On April 6, 1992, petitioner gave
written notice to respondent of the non-renewal of the policies at the address
stated in the policies.
On June 13, 1992, fire razed
respondent's property covered by three of the insurance policies petitioner
issued.
On July 13, 1992, respondent
presented to petitioner's cashier at its head office five (5) manager's checks
in the total amount of P225,753.95, representing premium for the renewal of the
policies from May 22, 1992 to May 22, 1993.
No notice of loss was filed by respondent under the policies prior to
July 14, 1992.
On July 14, 1992, respondent filed
with petitioner its formal claim for indemnification of the insured property
razed by fire.
On the same day, July 14, 1992,
petitioner returned to respondent the five (5) manager's checks that it
tendered, and at the same time rejected respondent's claim for the reasons (a)
that the policies had expired and were not renewed, and (b) that the fire
occurred on June 13, 1992, before respondent's tender of premium payment.
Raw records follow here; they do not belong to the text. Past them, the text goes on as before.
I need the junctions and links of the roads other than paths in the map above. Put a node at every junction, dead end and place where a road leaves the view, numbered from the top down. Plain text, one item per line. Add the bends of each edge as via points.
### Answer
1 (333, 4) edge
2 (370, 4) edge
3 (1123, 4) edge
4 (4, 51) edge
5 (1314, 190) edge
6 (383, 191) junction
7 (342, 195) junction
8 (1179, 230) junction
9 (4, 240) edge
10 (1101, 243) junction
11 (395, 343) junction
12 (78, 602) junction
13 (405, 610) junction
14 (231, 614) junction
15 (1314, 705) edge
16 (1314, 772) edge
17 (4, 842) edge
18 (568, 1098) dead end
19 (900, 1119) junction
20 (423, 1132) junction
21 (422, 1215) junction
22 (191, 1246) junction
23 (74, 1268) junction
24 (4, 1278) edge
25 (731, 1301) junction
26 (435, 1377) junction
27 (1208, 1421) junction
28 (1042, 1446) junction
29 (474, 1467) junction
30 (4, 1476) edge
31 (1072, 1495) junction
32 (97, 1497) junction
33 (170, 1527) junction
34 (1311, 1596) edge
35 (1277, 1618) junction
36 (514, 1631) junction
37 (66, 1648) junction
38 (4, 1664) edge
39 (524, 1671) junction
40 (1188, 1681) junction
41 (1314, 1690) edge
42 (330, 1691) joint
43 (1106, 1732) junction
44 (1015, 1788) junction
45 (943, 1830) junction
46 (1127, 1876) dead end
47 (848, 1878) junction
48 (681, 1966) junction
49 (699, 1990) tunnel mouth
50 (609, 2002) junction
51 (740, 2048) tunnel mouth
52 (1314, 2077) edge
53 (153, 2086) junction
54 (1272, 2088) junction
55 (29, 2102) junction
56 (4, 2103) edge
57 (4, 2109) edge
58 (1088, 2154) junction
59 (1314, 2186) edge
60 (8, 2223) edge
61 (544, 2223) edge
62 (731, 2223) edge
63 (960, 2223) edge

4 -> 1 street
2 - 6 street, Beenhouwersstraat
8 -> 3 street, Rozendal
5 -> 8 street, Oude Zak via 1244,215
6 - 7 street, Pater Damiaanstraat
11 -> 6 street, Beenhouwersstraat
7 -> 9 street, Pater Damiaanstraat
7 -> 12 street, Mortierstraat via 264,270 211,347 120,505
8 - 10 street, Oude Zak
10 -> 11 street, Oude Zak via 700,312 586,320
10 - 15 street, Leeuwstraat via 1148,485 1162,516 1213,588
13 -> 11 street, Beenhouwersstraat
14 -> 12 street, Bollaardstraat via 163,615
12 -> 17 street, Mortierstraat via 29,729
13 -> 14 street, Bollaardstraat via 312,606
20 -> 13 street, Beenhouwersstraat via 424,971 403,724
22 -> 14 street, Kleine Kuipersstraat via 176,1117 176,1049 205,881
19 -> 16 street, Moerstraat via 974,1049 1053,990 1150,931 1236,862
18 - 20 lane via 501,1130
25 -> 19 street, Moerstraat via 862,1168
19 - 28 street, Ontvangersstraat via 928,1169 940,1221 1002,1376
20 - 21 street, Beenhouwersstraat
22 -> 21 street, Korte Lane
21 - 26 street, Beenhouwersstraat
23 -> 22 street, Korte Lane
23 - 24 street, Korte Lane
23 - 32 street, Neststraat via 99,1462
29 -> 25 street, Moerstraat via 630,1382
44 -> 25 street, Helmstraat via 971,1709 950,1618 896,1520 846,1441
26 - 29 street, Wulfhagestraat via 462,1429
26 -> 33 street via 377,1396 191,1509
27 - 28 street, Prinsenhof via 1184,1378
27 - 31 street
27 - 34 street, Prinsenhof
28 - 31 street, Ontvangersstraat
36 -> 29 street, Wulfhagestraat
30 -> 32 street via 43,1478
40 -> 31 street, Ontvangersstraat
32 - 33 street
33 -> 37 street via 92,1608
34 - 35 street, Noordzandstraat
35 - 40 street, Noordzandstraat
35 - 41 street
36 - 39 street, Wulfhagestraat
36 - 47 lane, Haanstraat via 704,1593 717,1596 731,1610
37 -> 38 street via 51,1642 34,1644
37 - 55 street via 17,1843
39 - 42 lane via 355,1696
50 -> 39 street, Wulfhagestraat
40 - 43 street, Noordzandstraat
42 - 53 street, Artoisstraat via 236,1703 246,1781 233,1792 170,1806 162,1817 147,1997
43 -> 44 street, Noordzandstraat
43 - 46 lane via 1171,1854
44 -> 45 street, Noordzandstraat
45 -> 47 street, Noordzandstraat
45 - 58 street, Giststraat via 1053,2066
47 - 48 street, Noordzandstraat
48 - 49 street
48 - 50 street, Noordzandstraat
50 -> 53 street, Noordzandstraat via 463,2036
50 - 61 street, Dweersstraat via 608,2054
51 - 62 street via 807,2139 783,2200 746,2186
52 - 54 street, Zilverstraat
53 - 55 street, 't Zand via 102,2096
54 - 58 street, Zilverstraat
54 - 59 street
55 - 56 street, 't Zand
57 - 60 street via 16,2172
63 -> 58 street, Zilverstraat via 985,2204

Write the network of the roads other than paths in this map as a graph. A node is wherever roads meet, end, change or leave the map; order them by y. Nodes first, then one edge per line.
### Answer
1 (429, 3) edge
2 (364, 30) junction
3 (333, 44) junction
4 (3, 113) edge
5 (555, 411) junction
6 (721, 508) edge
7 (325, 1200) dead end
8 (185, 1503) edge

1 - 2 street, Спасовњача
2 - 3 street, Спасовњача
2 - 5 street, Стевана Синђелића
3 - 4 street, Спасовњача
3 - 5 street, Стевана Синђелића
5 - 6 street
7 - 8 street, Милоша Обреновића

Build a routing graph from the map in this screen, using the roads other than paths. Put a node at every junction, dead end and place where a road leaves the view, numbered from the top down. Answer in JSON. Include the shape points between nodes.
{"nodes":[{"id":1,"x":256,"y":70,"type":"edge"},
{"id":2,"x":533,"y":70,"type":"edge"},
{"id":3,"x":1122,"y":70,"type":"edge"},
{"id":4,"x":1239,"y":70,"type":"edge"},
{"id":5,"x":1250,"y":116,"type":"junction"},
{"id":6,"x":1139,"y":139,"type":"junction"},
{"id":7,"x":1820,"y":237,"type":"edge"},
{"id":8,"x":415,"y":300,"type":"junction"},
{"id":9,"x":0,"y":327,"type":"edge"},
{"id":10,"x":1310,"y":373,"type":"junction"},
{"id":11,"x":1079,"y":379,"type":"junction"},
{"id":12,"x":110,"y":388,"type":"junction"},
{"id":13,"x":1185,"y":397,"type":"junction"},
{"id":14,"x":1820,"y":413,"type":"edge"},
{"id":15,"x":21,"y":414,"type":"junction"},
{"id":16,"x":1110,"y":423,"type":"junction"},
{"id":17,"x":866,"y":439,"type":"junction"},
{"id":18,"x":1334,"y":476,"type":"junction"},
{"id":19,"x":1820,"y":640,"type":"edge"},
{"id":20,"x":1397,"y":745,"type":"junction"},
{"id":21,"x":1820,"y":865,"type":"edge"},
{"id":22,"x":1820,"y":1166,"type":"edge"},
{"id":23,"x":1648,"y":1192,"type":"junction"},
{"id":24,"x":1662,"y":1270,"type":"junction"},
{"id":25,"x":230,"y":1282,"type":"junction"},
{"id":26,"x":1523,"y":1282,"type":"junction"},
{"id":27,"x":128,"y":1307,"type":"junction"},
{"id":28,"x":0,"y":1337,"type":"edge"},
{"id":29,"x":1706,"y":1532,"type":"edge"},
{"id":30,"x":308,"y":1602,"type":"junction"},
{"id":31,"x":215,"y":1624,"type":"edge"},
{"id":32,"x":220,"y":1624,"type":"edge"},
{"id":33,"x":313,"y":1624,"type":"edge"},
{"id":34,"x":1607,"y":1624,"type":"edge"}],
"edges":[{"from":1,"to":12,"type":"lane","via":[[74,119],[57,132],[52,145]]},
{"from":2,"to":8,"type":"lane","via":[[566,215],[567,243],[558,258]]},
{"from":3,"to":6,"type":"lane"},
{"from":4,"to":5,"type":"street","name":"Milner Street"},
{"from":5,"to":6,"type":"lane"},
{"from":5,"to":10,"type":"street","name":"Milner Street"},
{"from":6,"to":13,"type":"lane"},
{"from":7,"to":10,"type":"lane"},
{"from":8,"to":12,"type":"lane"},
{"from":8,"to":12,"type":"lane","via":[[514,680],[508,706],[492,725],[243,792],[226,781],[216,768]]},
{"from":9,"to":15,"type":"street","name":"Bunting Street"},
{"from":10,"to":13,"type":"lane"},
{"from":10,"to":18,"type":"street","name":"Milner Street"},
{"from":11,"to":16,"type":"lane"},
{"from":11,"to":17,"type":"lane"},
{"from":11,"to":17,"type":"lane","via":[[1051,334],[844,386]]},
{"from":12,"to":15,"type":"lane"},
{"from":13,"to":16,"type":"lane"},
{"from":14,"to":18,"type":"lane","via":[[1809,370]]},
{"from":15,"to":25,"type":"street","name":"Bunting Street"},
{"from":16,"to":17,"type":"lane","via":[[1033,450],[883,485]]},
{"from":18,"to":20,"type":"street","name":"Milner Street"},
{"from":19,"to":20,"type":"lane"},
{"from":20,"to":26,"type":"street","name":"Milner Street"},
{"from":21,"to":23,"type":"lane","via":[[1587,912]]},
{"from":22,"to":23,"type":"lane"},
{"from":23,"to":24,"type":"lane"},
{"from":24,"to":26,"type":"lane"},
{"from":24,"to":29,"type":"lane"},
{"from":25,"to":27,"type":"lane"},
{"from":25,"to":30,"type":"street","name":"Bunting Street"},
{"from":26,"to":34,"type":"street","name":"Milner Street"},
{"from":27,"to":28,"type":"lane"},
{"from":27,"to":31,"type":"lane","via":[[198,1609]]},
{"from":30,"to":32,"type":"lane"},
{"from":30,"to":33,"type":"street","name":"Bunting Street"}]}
On July 21, 1992, respondent filed
with the Regional Trial Court, Branch 58, Makati City, a civil complaint
against petitioner for recovery of P18,645,000.00, representing the face value
of the policies covering respondent's insured property razed by fire, and for
attorney's fees.[2]
On October 23, 1992, after its
motion to dismiss had been denied, petitioner filed an answer to the
complaint. It alleged that the
complaint "fails to state a cause of action"; that petitioner was not
liable to respondent for insurance proceeds under the policies because at the
time of the loss of respondent's property due to fire, the policies had
long expired and were not renewed.[3]
After due trial, on March 10,
1993, the Regional Trial Court, Branch 58, Makati, rendered decision, the
dispositive portion of which reads:
"WHEREFORE, premises considered, judgment is hereby rendered in favor of the plaintiff and against the defendant, as follows:
"(1) Authorizing and allowing the plaintiff to consign/deposit with this Court the sum of P225,753.95 (refused by the defendant) as full payment of the corresponding premiums for the replacement-renewal policies for Exhibits A, B, C, D and E;
"(2) Declaring plaintiff to have fully complied with its obligation to pay the premium thereby rendering the replacement-renewal policy of Exhibits A, B, C, D and E effective and binding for the duration May 22, 1992 until May 22, 1993; and, ordering defendant to deliver forthwith to plaintiff the said replacement-renewal policies;
"(3) Declaring Exhibits A & B, in force from August 22, 1991 up to August 23, 1992 and August 9, 1991 to August 9, 1992, respectively; and
"(4) Ordering the defendant to pay plaintiff the sums of: (a) P18,645,000.00 representing the latter's claim for indemnity under Exhibits A, B & C and/or its replacement-renewal policies; (b) 25% of the total amount due as and for attorney's fees; (c) P25,000.00 as necessary litigation expenses; and, (d) the costs of suit.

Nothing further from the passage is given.